[Saved data entries]

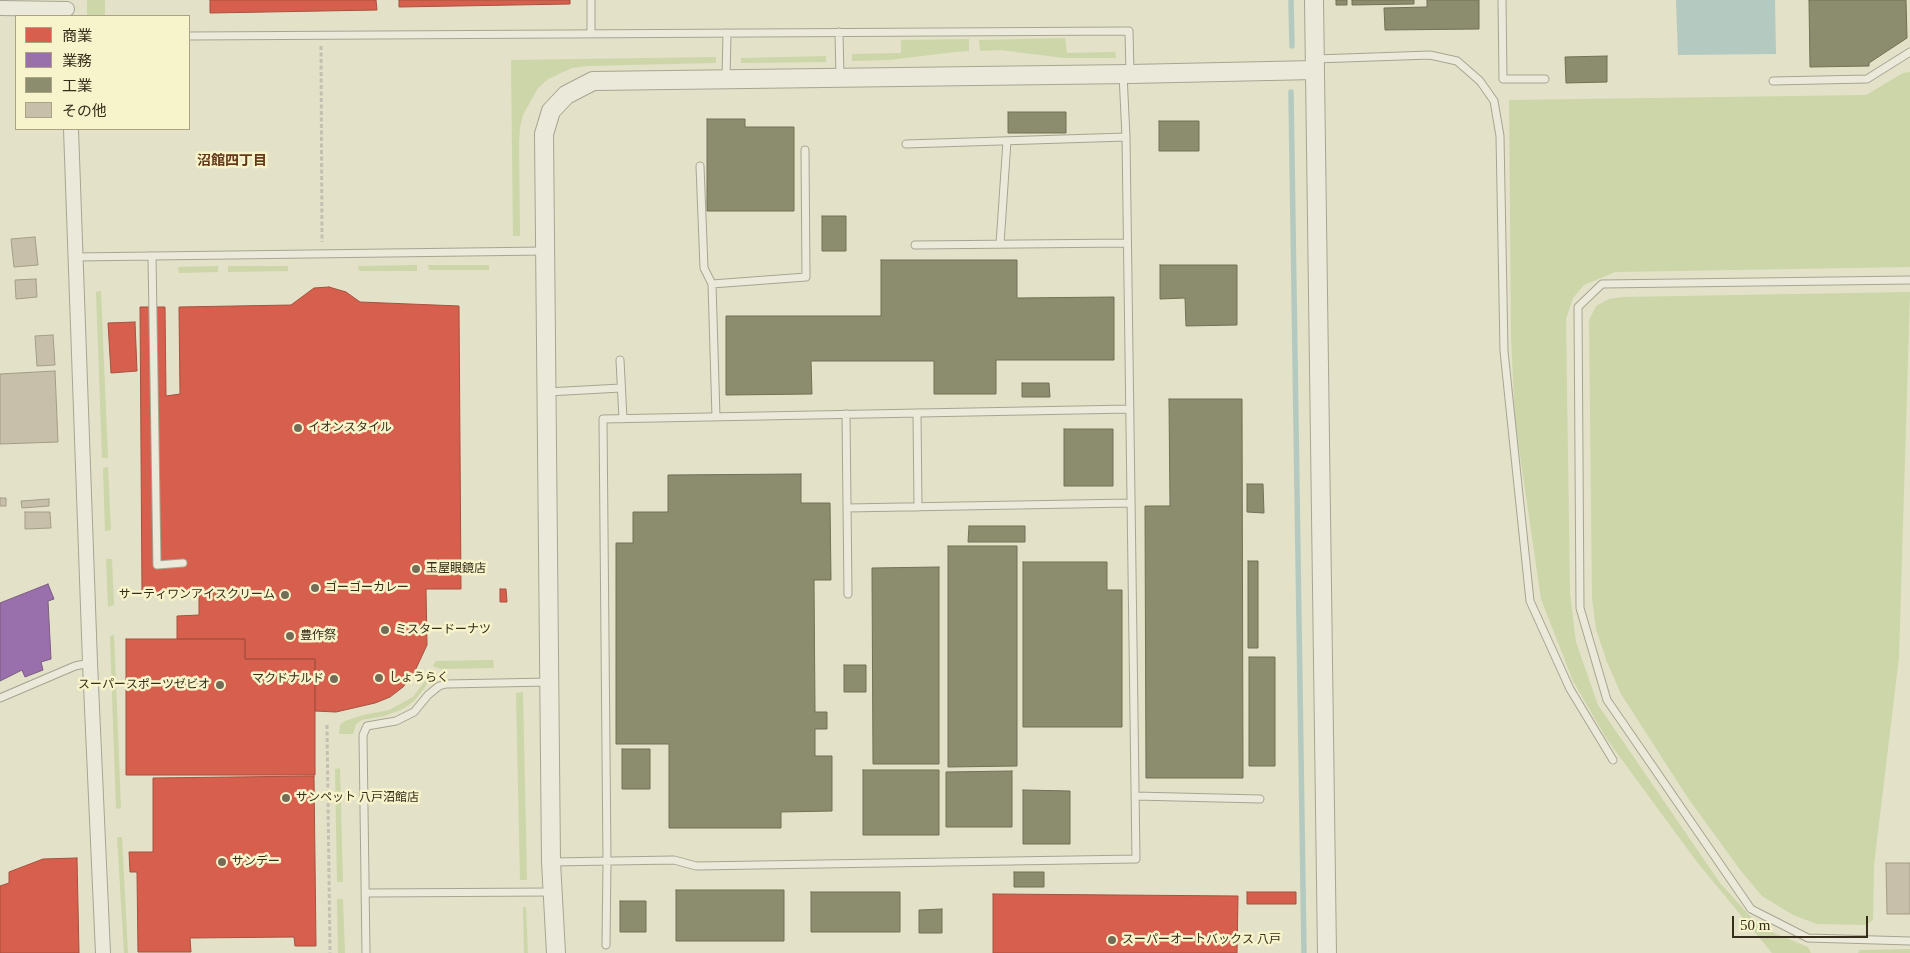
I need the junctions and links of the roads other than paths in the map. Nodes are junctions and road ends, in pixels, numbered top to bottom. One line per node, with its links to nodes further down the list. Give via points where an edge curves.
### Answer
1 (591, 0): 8 (lane)
2 (1314, 0): 11 (street)
3 (1502, 0): 14 (lane, via 1503,79)
4 (0, 8): 5 (street)
5 (68, 8)
6 (839, 32): 7 (lane); 12 (lane, via 1129,31); 13 (lane)
7 (727, 33): 8 (lane); 15 (lane)
8 (591, 34): 9 (lane)
9 (190, 36)
10 (1910, 52): 16 (lane, via 1867,79)
11 (1315, 65): 12 (street); 47 (lane, via 1430,55 1457,62 1480,81 1494,101 1500,136 1504,351 1530,601 1570,689); 59 (street)
12 (1126, 74): 13 (street); 18 (lane)
13 (840, 78): 15 (street)
14 (1545, 79)
15 (726, 80): 26 (street, via 593,81 566,94 551,111 544,134)
16 (1773, 81)
17 (71, 130): 28 (street)
18 (1126, 138): 19 (lane); 23 (lane)
19 (1007, 141): 20 (lane); 25 (lane)
20 (906, 144)
21 (805, 150): 30 (lane, via 806,277)
22 (700, 166): 30 (lane, via 704,268)
23 (1128, 243): 25 (lane); 34 (lane)
24 (915, 244): 25 (lane)
25 (1000, 244)
26 (546, 251): 27 (lane); 33 (street)
27 (152, 256): 28 (lane); 42 (lane, via 156,565)
28 (75, 257): 44 (street)
29 (1910, 280): 54 (lane, via 1602,284 1578,307 1580,608 1607,700 1751,909 1808,938)
30 (712, 284): 37 (lane)
31 (620, 360): 32 (lane)
32 (621, 388): 33 (lane); 38 (lane)
33 (547, 392): 45 (street)
34 (1130, 409): 35 (lane); 39 (lane)
35 (917, 413): 36 (lane); 40 (lane)
36 (846, 414): 37 (lane); 41 (lane)
37 (716, 417): 38 (lane)
38 (623, 419): 50 (lane, via 603,419)
39 (1131, 503): 40 (lane); 48 (lane)
40 (918, 507): 41 (lane)
41 (847, 508): 43 (lane)
42 (183, 563)
43 (848, 594)
44 (90, 663): 46 (lane); 56 (street)
45 (550, 682): 51 (street); 53 (lane, via 446,684 428,695 414,712 396,721 367,726 362,735)
46 (0, 698)
47 (1613, 760)
48 (1135, 796): 49 (lane); 50 (lane, via 1136,858 696,866 674,860)
49 (1260, 799)
50 (607, 861): 51 (lane); 55 (lane)
51 (551, 862): 52 (street)
52 (552, 892): 53 (lane); 58 (street)
53 (366, 893): 57 (lane)
54 (1910, 941)
55 (606, 945)
56 (103, 953)
57 (366, 953)
58 (556, 953)
59 (1327, 953)

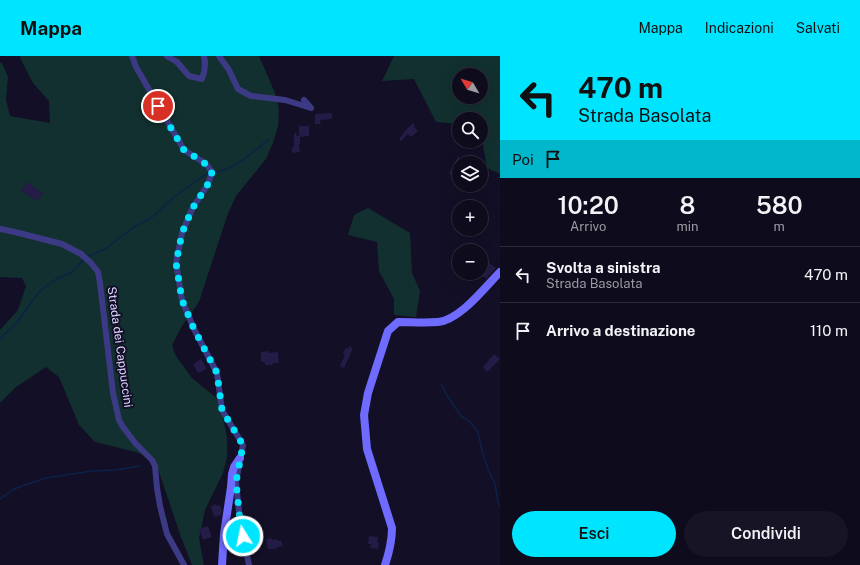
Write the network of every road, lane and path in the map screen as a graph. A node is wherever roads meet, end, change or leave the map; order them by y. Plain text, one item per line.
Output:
1 (132, 56) edge
2 (167, 56) edge
3 (204, 56) edge
4 (219, 56) edge
5 (304, 100) dead end
6 (0, 229) edge
7 (500, 272) edge
8 (240, 458) junction
9 (184, 565) edge
10 (222, 565) edge
11 (249, 565) edge
12 (385, 565) edge

1 - 8 street
2 - 3 street
4 - 5 street
6 - 9 street, Strada dei Cappuccini
7 - 12 main road
8 - 10 main road
8 - 11 street

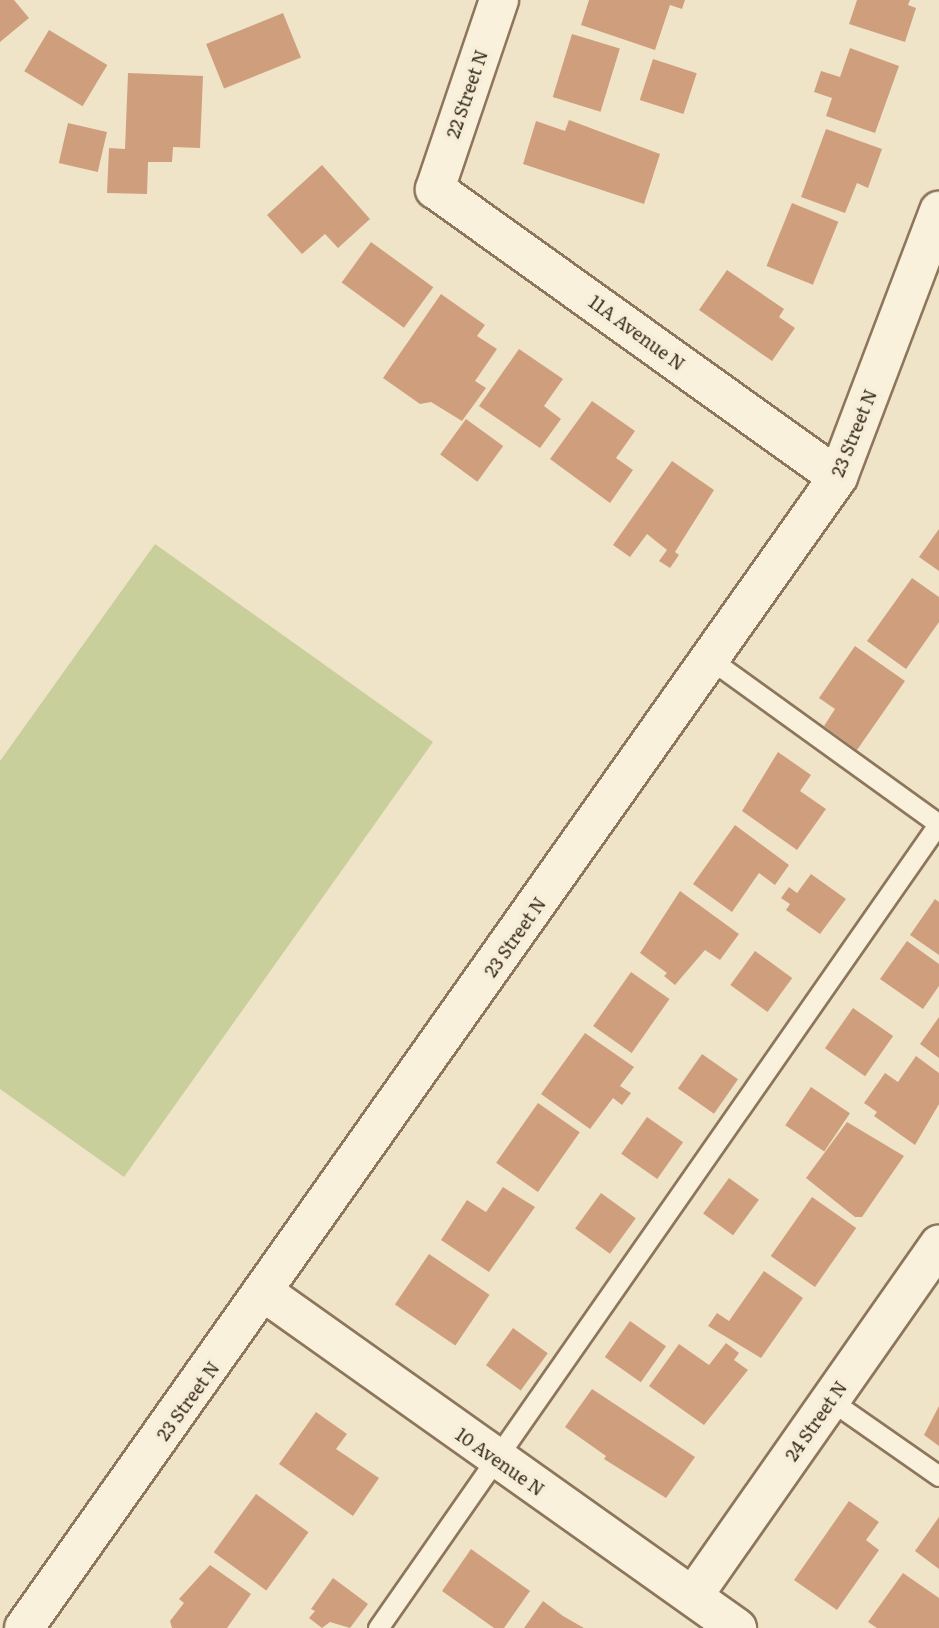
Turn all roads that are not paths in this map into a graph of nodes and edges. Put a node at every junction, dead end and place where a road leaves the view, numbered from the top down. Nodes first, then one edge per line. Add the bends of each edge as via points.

◆ **REQUIRED WORK**: Every entry above should be returned exactly, with no images included.

◆ **TASK RESULT**:
I need the junctions and links of the roads other than paths in the map. Nodes are junctions and road ends, in pixels, numbered top to bottom. One line per node, with its links to nodes further down the list. Give via points where an edge curves.
### Answer
1 (591, 0): 8 (lane)
2 (1314, 0): 11 (street)
3 (1502, 0): 14 (lane, via 1503,79)
4 (0, 8): 5 (street)
5 (68, 8)
6 (839, 32): 7 (lane); 12 (lane, via 1129,31); 13 (lane)
7 (727, 33): 8 (lane); 15 (lane)
8 (591, 34): 9 (lane)
9 (190, 36)
10 (1910, 52): 16 (lane, via 1867,79)
11 (1315, 65): 12 (street); 47 (lane, via 1430,55 1457,62 1480,81 1494,101 1500,136 1504,351 1530,601 1570,689); 59 (street)
12 (1126, 74): 13 (street); 18 (lane)
13 (840, 78): 15 (street)
14 (1545, 79)
15 (726, 80): 26 (street, via 593,81 566,94 551,111 544,134)
16 (1773, 81)
17 (71, 130): 28 (street)
18 (1126, 138): 19 (lane); 23 (lane)
19 (1007, 141): 20 (lane); 25 (lane)
20 (906, 144)
21 (805, 150): 30 (lane, via 806,277)
22 (700, 166): 30 (lane, via 704,268)
23 (1128, 243): 25 (lane); 34 (lane)
24 (915, 244): 25 (lane)
25 (1000, 244)
26 (546, 251): 27 (lane); 33 (street)
27 (152, 256): 28 (lane); 42 (lane, via 156,565)
28 (75, 257): 44 (street)
29 (1910, 280): 54 (lane, via 1602,284 1578,307 1580,608 1607,700 1751,909 1808,938)
30 (712, 284): 37 (lane)
31 (620, 360): 32 (lane)
32 (621, 388): 33 (lane); 38 (lane)
33 (547, 392): 45 (street)
34 (1130, 409): 35 (lane); 39 (lane)
35 (917, 413): 36 (lane); 40 (lane)
36 (846, 414): 37 (lane); 41 (lane)
37 (716, 417): 38 (lane)
38 (623, 419): 50 (lane, via 603,419)
39 (1131, 503): 40 (lane); 48 (lane)
40 (918, 507): 41 (lane)
41 (847, 508): 43 (lane)
42 (183, 563)
43 (848, 594)
44 (90, 663): 46 (lane); 56 (street)
45 (550, 682): 51 (street); 53 (lane, via 446,684 428,695 414,712 396,721 367,726 362,735)
46 (0, 698)
47 (1613, 760)
48 (1135, 796): 49 (lane); 50 (lane, via 1136,858 696,866 674,860)
49 (1260, 799)
50 (607, 861): 51 (lane); 55 (lane)
51 (551, 862): 52 (street)
52 (552, 892): 53 (lane); 58 (street)
53 (366, 893): 57 (lane)
54 (1910, 941)
55 (606, 945)
56 (103, 953)
57 (366, 953)
58 (556, 953)
59 (1327, 953)

Write the network of every road, lane and path in the map screen as a graph. A node is wherever roads meet, end, change or leave the map; order them by y. Plain text, one item per line.
Output:
1 (132, 56) edge
2 (167, 56) edge
3 (204, 56) edge
4 (219, 56) edge
5 (304, 100) dead end
6 (0, 229) edge
7 (500, 272) edge
8 (240, 458) junction
9 (184, 565) edge
10 (222, 565) edge
11 (249, 565) edge
12 (385, 565) edge

1 - 8 street
2 - 3 street
4 - 5 street
6 - 9 street, Strada dei Cappuccini
7 - 12 main road
8 - 10 main road
8 - 11 street

Turn all roads that are not paths in this map into a graph of nodes and edges. Put a node at every junction, dead end and place where a road leaves the view, numbered from the top down. Nodes first, then one edge per line. Add the bends of each edge as via points.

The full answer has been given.